Start of Supplied records

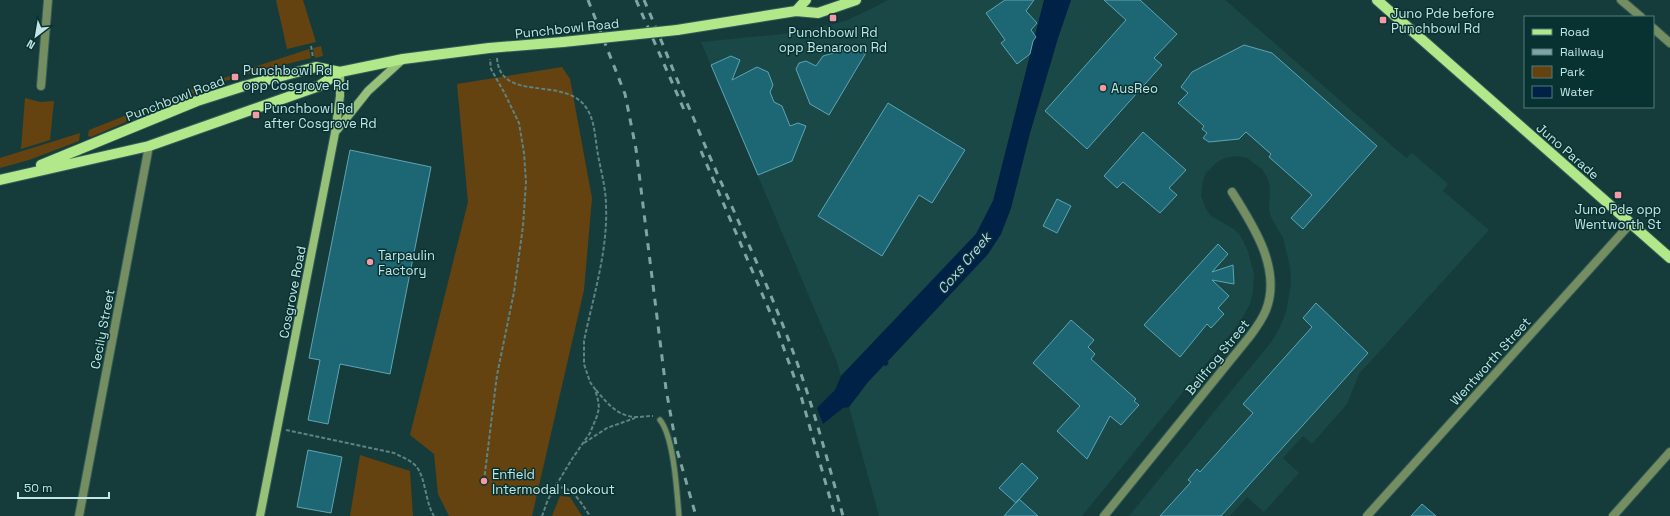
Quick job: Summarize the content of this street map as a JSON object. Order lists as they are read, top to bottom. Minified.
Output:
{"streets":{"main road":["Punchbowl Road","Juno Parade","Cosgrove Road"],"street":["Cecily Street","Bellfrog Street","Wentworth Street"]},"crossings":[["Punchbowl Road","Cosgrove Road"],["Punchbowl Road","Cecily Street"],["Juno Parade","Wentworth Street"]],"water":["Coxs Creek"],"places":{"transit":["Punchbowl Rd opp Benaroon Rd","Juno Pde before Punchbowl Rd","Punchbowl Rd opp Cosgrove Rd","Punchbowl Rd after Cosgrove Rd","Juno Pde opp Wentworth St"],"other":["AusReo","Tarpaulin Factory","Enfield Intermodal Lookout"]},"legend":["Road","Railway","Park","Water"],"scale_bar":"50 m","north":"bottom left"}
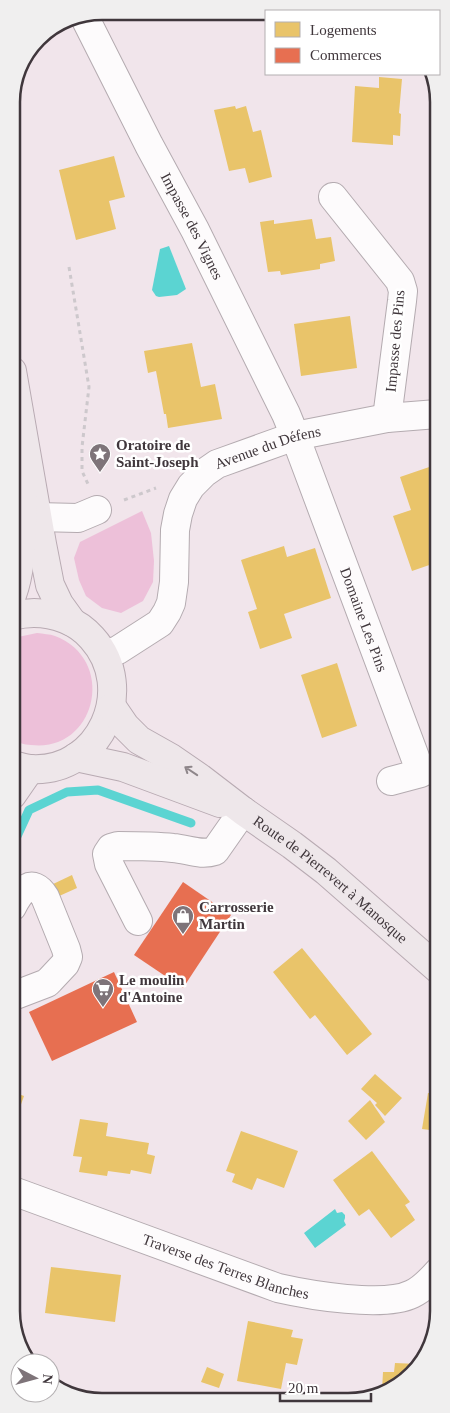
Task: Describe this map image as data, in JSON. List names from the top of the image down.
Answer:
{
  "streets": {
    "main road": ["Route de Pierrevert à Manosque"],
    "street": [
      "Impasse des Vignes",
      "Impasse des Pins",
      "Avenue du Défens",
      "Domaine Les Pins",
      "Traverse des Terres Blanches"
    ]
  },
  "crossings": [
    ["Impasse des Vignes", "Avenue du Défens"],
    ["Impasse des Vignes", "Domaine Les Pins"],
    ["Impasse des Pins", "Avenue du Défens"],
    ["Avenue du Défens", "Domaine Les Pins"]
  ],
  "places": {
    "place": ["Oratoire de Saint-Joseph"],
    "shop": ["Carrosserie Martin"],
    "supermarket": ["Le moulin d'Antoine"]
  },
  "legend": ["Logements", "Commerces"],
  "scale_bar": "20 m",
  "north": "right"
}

End of Supplied records

Give the data again word for word, without pictures.

Quick job: Summarize the content of this street map as a JSON object. Order lists as they are read, top to bottom. Minified.
Output:
{"streets":{"main road":["Punchbowl Road","Juno Parade","Cosgrove Road"],"street":["Cecily Street","Bellfrog Street","Wentworth Street"]},"crossings":[["Punchbowl Road","Cosgrove Road"],["Punchbowl Road","Cecily Street"],["Juno Parade","Wentworth Street"]],"water":["Coxs Creek"],"places":{"transit":["Punchbowl Rd opp Benaroon Rd","Juno Pde before Punchbowl Rd","Punchbowl Rd opp Cosgrove Rd","Punchbowl Rd after Cosgrove Rd","Juno Pde opp Wentworth St"],"other":["AusReo","Tarpaulin Factory","Enfield Intermodal Lookout"]},"legend":["Road","Railway","Park","Water"],"scale_bar":"50 m","north":"bottom left"}
Task: Describe this map image as data, in JSON. List names from the top of the image down.
Answer:
{
  "streets": {
    "main road": ["Route de Pierrevert à Manosque"],
    "street": [
      "Impasse des Vignes",
      "Impasse des Pins",
      "Avenue du Défens",
      "Domaine Les Pins",
      "Traverse des Terres Blanches"
    ]
  },
  "crossings": [
    ["Impasse des Vignes", "Avenue du Défens"],
    ["Impasse des Vignes", "Domaine Les Pins"],
    ["Impasse des Pins", "Avenue du Défens"],
    ["Avenue du Défens", "Domaine Les Pins"]
  ],
  "places": {
    "place": ["Oratoire de Saint-Joseph"],
    "shop": ["Carrosserie Martin"],
    "supermarket": ["Le moulin d'Antoine"]
  },
  "legend": ["Logements", "Commerces"],
  "scale_bar": "20 m",
  "north": "right"
}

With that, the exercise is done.